Development of an extractive spectrophotometric method for the determination of spermidine in urine samples using cucurbit[7]uril-truxene derivative as a fluorescent extractant

Abstract

Spermidine has emerged as a promising biomarker for the early-stage diagnosis of cancer in humans. A novel extractive spectrophotometric analytical method has been developed for the determination of spermidine in urine samples. This technique leverages the selective extraction of spermidine from complex matrices using a cucurbit[7]uril-truxene derivative (Q[7]-Cs-Tr) as a fluorescent extractant. The Q[7]-Cs-Tr forms a stable host-guest complex with spermidine, facilitating its extraction from the aqueous phase to the organic phase. The formation of this complex results in a decrease in the fluorescence intensity of the Q[7]-Cs-Tr in the organic phase. Key factors influencing extraction efficiency, including the type of dispersed organic solvent, extractant concentration, solution pH, extraction times, and equilibrium time, were thoroughly investigated.

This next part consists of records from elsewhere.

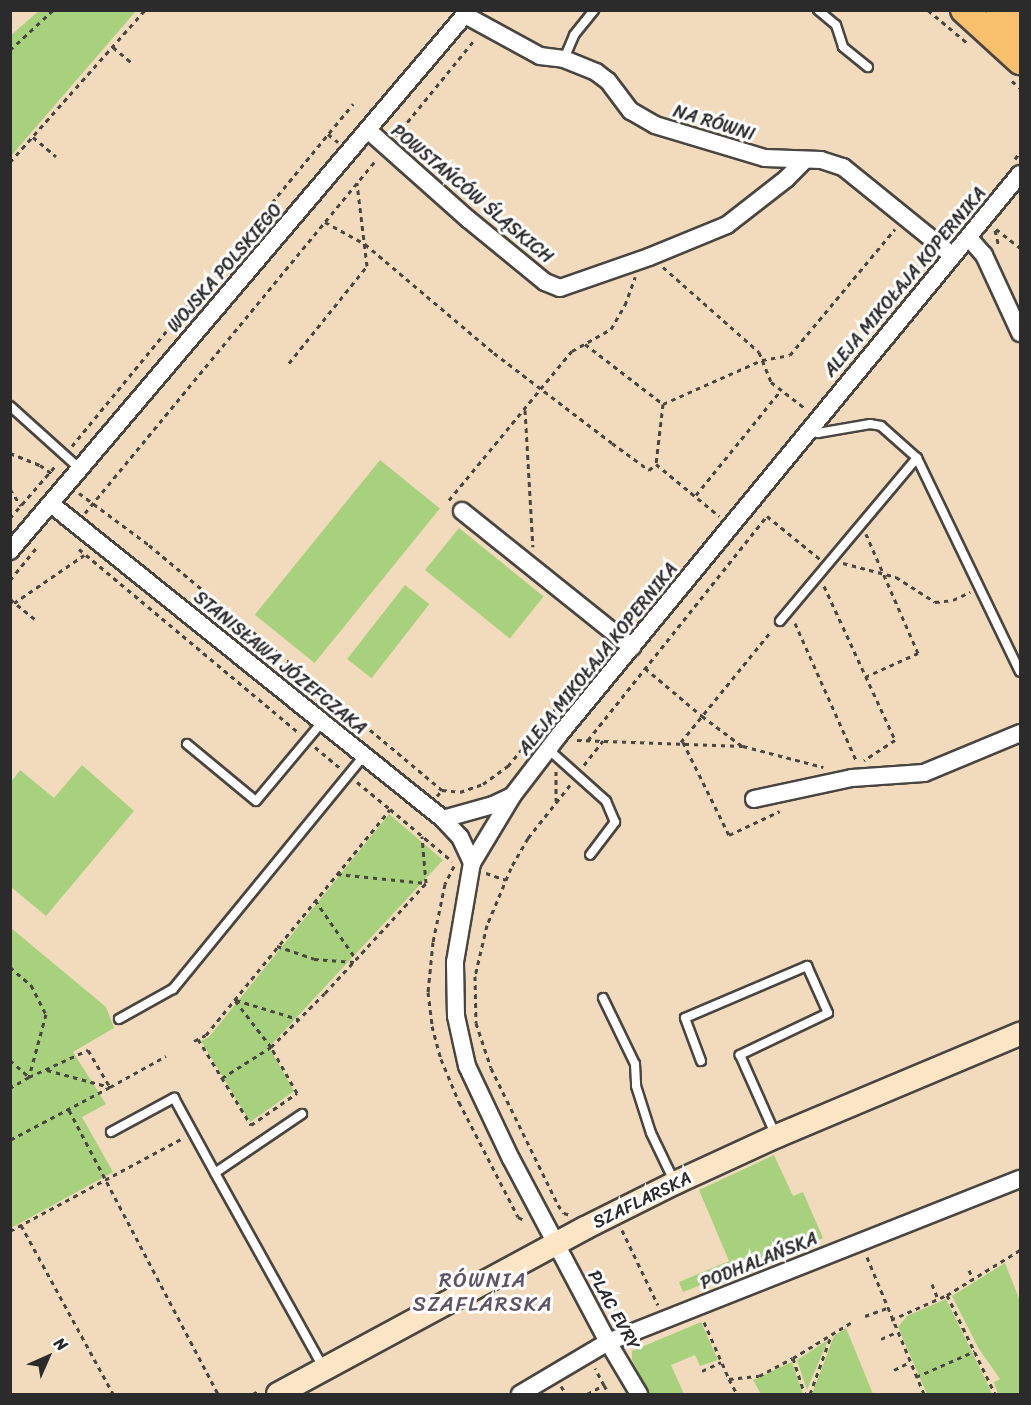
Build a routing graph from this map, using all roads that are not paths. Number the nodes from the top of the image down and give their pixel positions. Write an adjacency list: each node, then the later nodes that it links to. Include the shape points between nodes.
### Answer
1 (594, 10): 7 (lane, via 574,34)
2 (818, 10): 9 (lane, via 836,25 843,47)
3 (964, 10): 8 (main road)
4 (999, 10): 6 (main road)
5 (467, 13): 7 (street, NA RÓWNI, via 540,56); 10 (street, WOJSKA POLSKIEGO)
6 (1020, 30)
7 (564, 59): 11 (street, NA RÓWNI, via 596,72 631,111 655,125 765,158)
8 (1020, 61)
9 (868, 67)
10 (368, 130): 11 (street, POWSTAŃCÓW ŚLĄSKICH, via 468,219 545,282 560,288 727,225); 19 (street, WOJSKA POLSKIEGO)
11 (804, 160): 14 (street, NA RÓWNI, via 843,167)
12 (1017, 167): 13 (street, ALEJA MIKOŁAJA KOPERNIKA)
13 (969, 238): 14 (street, ALEJA MIKOŁAJA KOPERNIKA); 15 (street, via 984,255)
14 (953, 256): 17 (street, ALEJA MIKOŁAJA KOPERNIKA)
15 (1020, 333)
16 (10, 406): 19 (lane)
17 (804, 422): 18 (lane, via 818,432 870,424 881,426); 24 (street, ALEJA MIKOŁAJA KOPERNIKA)
18 (917, 458): 23 (lane); 25 (lane)
19 (80, 469): 20 (street, WOJSKA POLSKIEGO)
20 (51, 504): 22 (street, WOJSKA POLSKIEGO); 26 (street, STANISŁAWA JÓZEFCZAKA)
21 (462, 511): 24 (street)
22 (10, 551)
23 (780, 621)
24 (632, 647): 29 (street, ALEJA MIKOŁAJA KOPERNIKA)
25 (1020, 672)
26 (322, 722): 28 (lane, via 256,801); 30 (street, STANISŁAWA JÓZEFCZAKA)
27 (1020, 733): 32 (street, via 924,773 852,778)
28 (187, 744)
29 (548, 749): 31 (street, ALEJA MIKOŁAJA KOPERNIKA); 34 (lane, via 606,801 615,822)
30 (364, 756): 33 (street, STANISŁAWA JÓZEFCZAKA); 37 (lane, via 173,989)
31 (513, 795): 33 (street); 35 (street, ALEJA MIKOŁAJA KOPERNIKA)
32 (754, 800)
33 (443, 819): 35 (street, STANISŁAWA JÓZEFCZAKA, via 460,837)
34 (590, 855)
35 (472, 863): 46 (street, ALEJA MIKOŁAJA KOPERNIKA, via 454,962 456,1016 467,1066)
36 (603, 998): 45 (lane, via 635,1064 636,1086 651,1133)
37 (119, 1019)
38 (1020, 1034): 42 (street, SZAFLARSKA)
39 (701, 1061): 42 (lane, via 685,1018 807,966 828,1013 740,1055)
40 (302, 1114): 43 (lane)
41 (111, 1132): 43 (lane, via 174,1098)
42 (777, 1136): 45 (street, SZAFLARSKA)
43 (215, 1173): 48 (lane)
44 (1020, 1179): 47 (street, PODHALAŃSKA)
45 (675, 1183): 46 (street, SZAFLARSKA)
46 (556, 1243): 47 (street, PLAC EVRY); 48 (street, SZAFLARSKA)
47 (608, 1342): 50 (street, PODHALAŃSKA); 51 (street, PLAC EVRY)
48 (324, 1369): 49 (street, SZAFLARSKA)
49 (270, 1392)
50 (520, 1395)
51 (639, 1395)

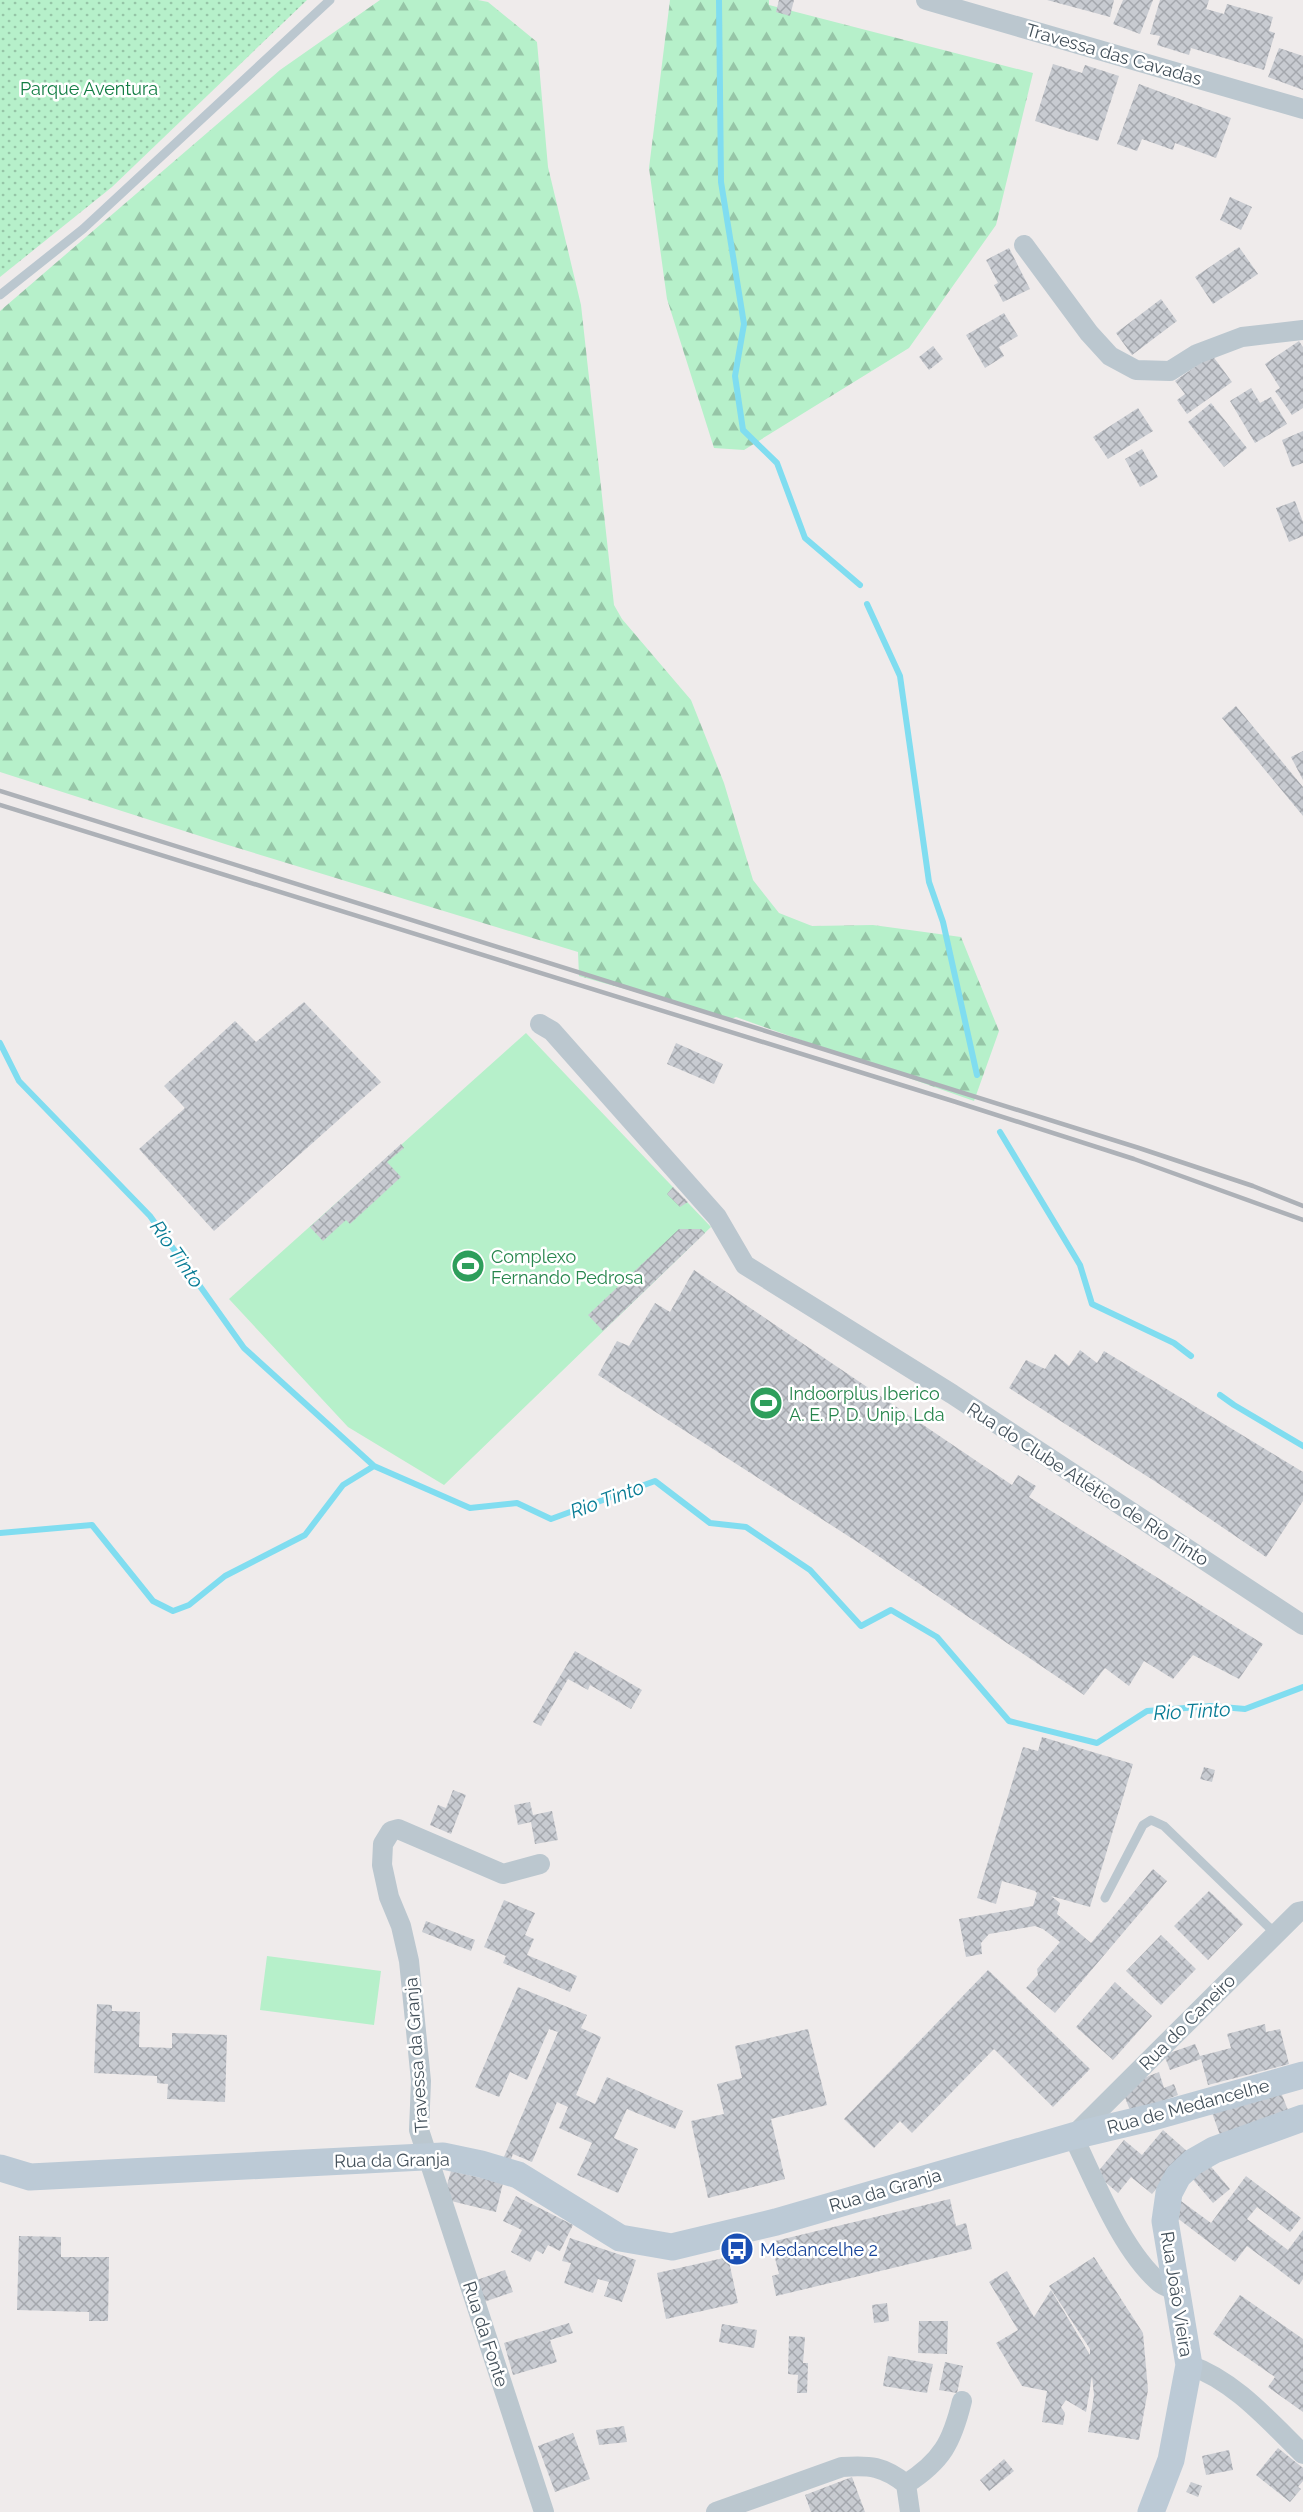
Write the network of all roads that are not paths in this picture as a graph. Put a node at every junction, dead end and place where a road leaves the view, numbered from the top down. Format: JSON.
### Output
{"nodes":[{"id":1,"x":330,"y":0,"type":"edge"},
{"id":2,"x":926,"y":0,"type":"edge"},
{"id":3,"x":1303,"y":109,"type":"edge"},
{"id":4,"x":1024,"y":245,"type":"dead end"},
{"id":5,"x":0,"y":296,"type":"edge"},
{"id":6,"x":1303,"y":330,"type":"edge"},
{"id":7,"x":540,"y":1024,"type":"dead end"},
{"id":8,"x":1303,"y":1625,"type":"edge"},
{"id":9,"x":540,"y":1864,"type":"dead end"},
{"id":10,"x":1105,"y":1898,"type":"dead end"},
{"id":11,"x":1303,"y":1911,"type":"edge"},
{"id":12,"x":1276,"y":1934,"type":"junction"},
{"id":13,"x":1303,"y":2075,"type":"edge"},
{"id":14,"x":1303,"y":2118,"type":"edge"},
{"id":15,"x":1073,"y":2136,"type":"junction"},
{"id":16,"x":427,"y":2157,"type":"junction"},
{"id":17,"x":0,"y":2168,"type":"edge"},
{"id":18,"x":1177,"y":2290,"type":"junction"},
{"id":19,"x":1189,"y":2366,"type":"junction"},
{"id":20,"x":962,"y":2401,"type":"dead end"},
{"id":21,"x":1303,"y":2454,"type":"edge"},
{"id":22,"x":906,"y":2484,"type":"junction"},
{"id":23,"x":544,"y":2512,"type":"edge"},
{"id":24,"x":716,"y":2512,"type":"edge"},
{"id":25,"x":910,"y":2512,"type":"edge"},
{"id":26,"x":1150,"y":2512,"type":"edge"}],
"edges":[{"from":1,"to":5,"type":"lane"},
{"from":2,"to":3,"type":"street","name":"Travessa das Cavadas"},
{"from":4,"to":6,"type":"street"},
{"from":7,"to":8,"type":"street","name":"Rua do Clube Atlético de Rio Tinto"},
{"from":9,"to":16,"type":"street","name":"Travessa da Granja"},
{"from":10,"to":12,"type":"lane"},
{"from":11,"to":12,"type":"street","name":"Rua do Caneiro"},
{"from":12,"to":15,"type":"street","name":"Rua do Caneiro"},
{"from":13,"to":15,"type":"street","name":"Rua de Medancelhe"},
{"from":14,"to":18,"type":"street","name":"Rua João Vieira"},
{"from":15,"to":16,"type":"street","name":"Rua da Granja"},
{"from":15,"to":18,"type":"street"},
{"from":16,"to":17,"type":"street","name":"Rua da Granja"},
{"from":16,"to":23,"type":"street","name":"Rua da Fonte"},
{"from":18,"to":19,"type":"street","name":"Rua João Vieira"},
{"from":19,"to":21,"type":"street"},
{"from":19,"to":26,"type":"street","name":"Rua João Vieira"},
{"from":20,"to":22,"type":"street"},
{"from":22,"to":24,"type":"street"},
{"from":22,"to":25,"type":"street"}]}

The method demonstrated minimal interference from various metal ions, anions, amino acids, and other biogenic amines. It also exhibited a low limit of detection (8.6 nM), excellent linearity (R² = 0.9972), and high repeatability (RSD = 2.4 % intra-day, RSD = 3.6 % inter-day). The proposed method was successfully applied to determine spermidine levels in urine samples, yielding satisfactory recoveries ranging from 96.3 % to 103.5 %. Compared to existing methods, this approach is simple, reliable, highly sensitive, and exhibits low interference, making it a potential robust tool for clinical diagnostics.